I didn’t see him during the ceremony. I didn’t even know what he looked like. To me, Corey Taylor only existed as a mask on television — screaming, violent, inhuman. I had no idea that somewhere in the crowd, completely unmasked, he’d noticed me immediately. While I was fighting tears and clapping at the wrong moments, he was thinking, who is that? thinking I was gorgeous, thinking I didn’t belong in the middle of this chaos.
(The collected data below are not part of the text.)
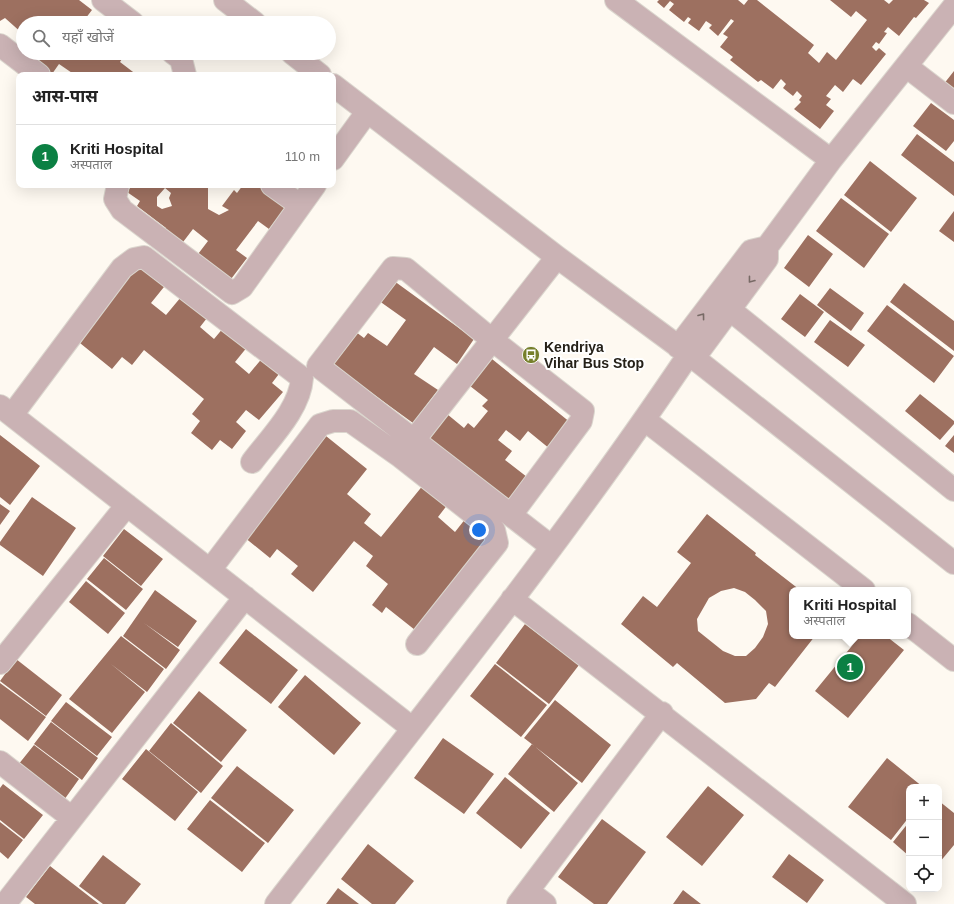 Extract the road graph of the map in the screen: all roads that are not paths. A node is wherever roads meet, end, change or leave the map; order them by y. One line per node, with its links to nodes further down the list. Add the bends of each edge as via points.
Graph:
1 (103, 0): 5 (street)
2 (225, 0): 6 (street)
3 (616, 0): 20 (street)
4 (954, 6): 12 (street)
5 (124, 16)
6 (246, 16)
7 (0, 45): 8 (street)
8 (16, 57)
9 (20, 60): 13 (street)
10 (181, 60): 14 (street)
11 (301, 60): 15 (street)
12 (906, 66): 17 (street); 20 (street)
13 (35, 72)
14 (184, 72)
15 (316, 72)
16 (336, 87): 18 (street)
17 (954, 103)
18 (367, 112): 19 (street); 26 (street)
19 (336, 155)
20 (831, 160): 25 (street)
21 (117, 188): 24 (street, via 115,199 122,210 232,292 242,287)
22 (276, 188): 24 (street)
23 (313, 188): 24 (street)
24 (300, 205)
25 (767, 247): 27 (street, one-way to 27, via 767,259); 29 (street, one-way to 25, via 751,251)
26 (557, 257): 28 (street); 29 (street)
27 (729, 309): 29 (street); 34 (street)
28 (491, 339): 32 (street); 32 (street, via 406,269 393,268 318,366); 36 (street, via 583,411 581,421)
29 (687, 353): 31 (street); 38 (street)
30 (6, 411): 33 (street, via 122,268 134,259 144,257 302,378 302,386 290,411); 35 (street)
31 (645, 420): 37 (street); 40 (street)
32 (414, 440): 36 (street)
33 (252, 462)
34 (954, 490)
35 (127, 505): 39 (street); 46 (street)
36 (511, 515): 37 (street)
37 (552, 547): 42 (street)
38 (954, 564)
39 (210, 570): 41 (street); 44 (street, via 320,425 333,421 350,421 401,457 494,530 497,543)
40 (860, 587)
41 (245, 597): 48 (street); 50 (street)
42 (512, 599): 47 (street); 48 (street)
43 (911, 626): 45 (street)
44 (417, 644)
45 (954, 660)
46 (0, 663)
47 (662, 713): 51 (street); 55 (street)
48 (412, 728): 53 (street)
49 (0, 762): 50 (street)
50 (72, 818): 52 (street)
51 (523, 897): 54 (street)
52 (5, 904)
53 (276, 904)
54 (545, 904)
55 (905, 904)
The reception detonated everything. Lisa hijacked the sound system and, instead of gentle love songs, blasted Slipknot at full volume. No Fleetwood Mac. No Songbird. Just crushing drums and screaming vocals rattling the walls. People were yelling just to be heard. Someone’s grandmother started crying. Amy climbed onto a chair and screamed, “THIS SLAPS,” while Brad stared at the ceiling like a man praying for patience.
Then the fights started. Lisa’s family accusing Brad’s family of “ruining the vibe.” Brad’s friends calling Lisa’s cousins unhinged. Wine glasses shattered. Someone flipped a table. I got shoved trying to separate two men twice my size. Damon grabbed one guy by the collar, Amy slapped another with her clutch, and chairs scraped, bodies slammed, people screaming over the music. To make it worse, Lisa had invited the other members of Slipknot — a catastrophic decision. People were jumping, moshing, throwing drinks. Even Corey was trying to de-escalate, yelling that this was a wedding, not a pit. No one listened.
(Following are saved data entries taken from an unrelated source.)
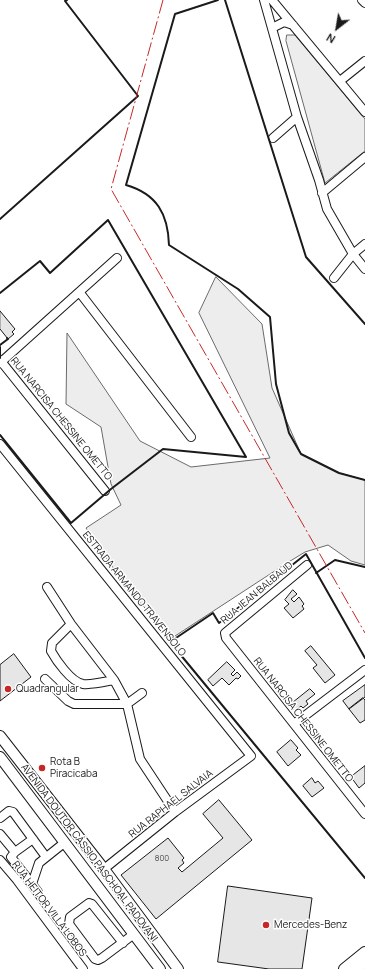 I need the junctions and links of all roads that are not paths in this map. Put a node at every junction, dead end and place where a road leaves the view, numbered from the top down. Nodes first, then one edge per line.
1 (264, 0) edge
2 (272, 0) edge
3 (362, 0) edge
4 (365, 3) edge
5 (294, 25) junction
6 (272, 28) junction
7 (365, 61) edge
8 (340, 82) junction
9 (365, 112) edge
10 (297, 117) junction
11 (273, 138) dead end
12 (365, 157) edge
13 (322, 193) junction
14 (365, 244) edge
15 (353, 254) junction
16 (118, 258) dead end
17 (365, 269) edge
18 (334, 278) dead end
19 (80, 292) junction
20 (0, 361) edge
21 (191, 437) dead end
22 (0, 444) edge
23 (106, 491) dead end
24 (307, 565) dead end
25 (47, 587) dead end
26 (71, 624) junction
27 (226, 638) joint
28 (365, 670) edge
29 (45, 679) dead end
30 (114, 680) junction
31 (142, 692) dead end
32 (127, 704) junction
33 (294, 724) junction
34 (0, 736) edge
35 (0, 742) edge
36 (16, 756) junction
37 (251, 756) joint
38 (0, 757) edge
39 (175, 812) junction
40 (365, 814) edge
41 (0, 818) edge
42 (0, 834) edge
43 (33, 839) junction
44 (64, 843) junction
45 (15, 852) junction
46 (46, 857) junction
47 (0, 860) edge
48 (104, 869) junction
49 (32, 884) junction
50 (38, 892) dead end
51 (134, 934) junction
52 (123, 943) junction
53 (170, 958) junction
54 (363, 958) edge
55 (159, 967) edge
56 (82, 969) edge
57 (178, 969) edge
58 (344, 969) edge
59 (357, 969) edge

1 - 6 street
2 - 5 street
3 - 4 street
5 - 6 street
5 - 8 street
6 - 10 street
7 - 8 street
8 - 9 street
10 - 11 street
10 - 13 street
12 - 13 street
13 - 15 street
14 - 15 street
15 - 17 street
15 - 18 street
16 - 19 street
19 - 20 street
19 - 21 street
20 - 23 street, RUA NARCISA CHESSINE OMETTO
22 - 37 street, ESTRADA ARMANDO TRAVENSOLO
24 - 27 street, RUA JEAN BALBAUD
25 - 26 street
26 - 30 street
26 - 30 street
27 - 33 street, RUA NARCISA CHESSINE OMETTO
28 - 33 street
29 - 32 street
30 - 32 street
31 - 32 street
32 - 39 street
33 - 40 street, RUA NARCISA CHESSINE OMETTO
34 - 36 main road, AVENIDA DOUTOR CÁSSIO PASCHOAL PADOVANI
35 - 36 main road
36 - 48 main road, AVENIDA DOUTOR CÁSSIO PASCHOAL PADOVANI
37 - 39 street, RUA RAPHAEL SALVAIA
38 - 44 main road, AVENIDA DOUTOR CÁSSIO PASCHOAL PADOVANI
39 - 48 street, RUA RAPHAEL SALVAIA
41 - 43 street
42 - 45 street
43 - 45 street
43 - 46 street
44 - 46 street
44 - 51 main road, AVENIDA DOUTOR CÁSSIO PASCHOAL PADOVANI
45 - 49 street
46 - 49 street
47 - 56 street, RUA HEITOR VILLA LOBOS
48 - 53 main road, AVENIDA DOUTOR CÁSSIO PASCHOAL PADOVANI
49 - 50 street
51 - 52 street
51 - 55 main road, AVENIDA DOUTOR CÁSSIO PASCHOAL PADOVANI
52 - 52 street
53 - 55 main road
53 - 57 main road, AVENIDA DOUTOR CÁSSIO PASCHOAL PADOVANI
54 - 58 main road
54 - 59 main road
Someone fired a gunshot into the air.
The music cut. Screaming stopped mid-breath. Glass froze on the floor. Silence slammed down hard and sudden. In that stillness, my heart pounding, I finally looked up — and that’s when I saw him. Calm. Unmasked. Watching me like I was the only still thing in the room. And in the middle of absolute ruin, everything changed.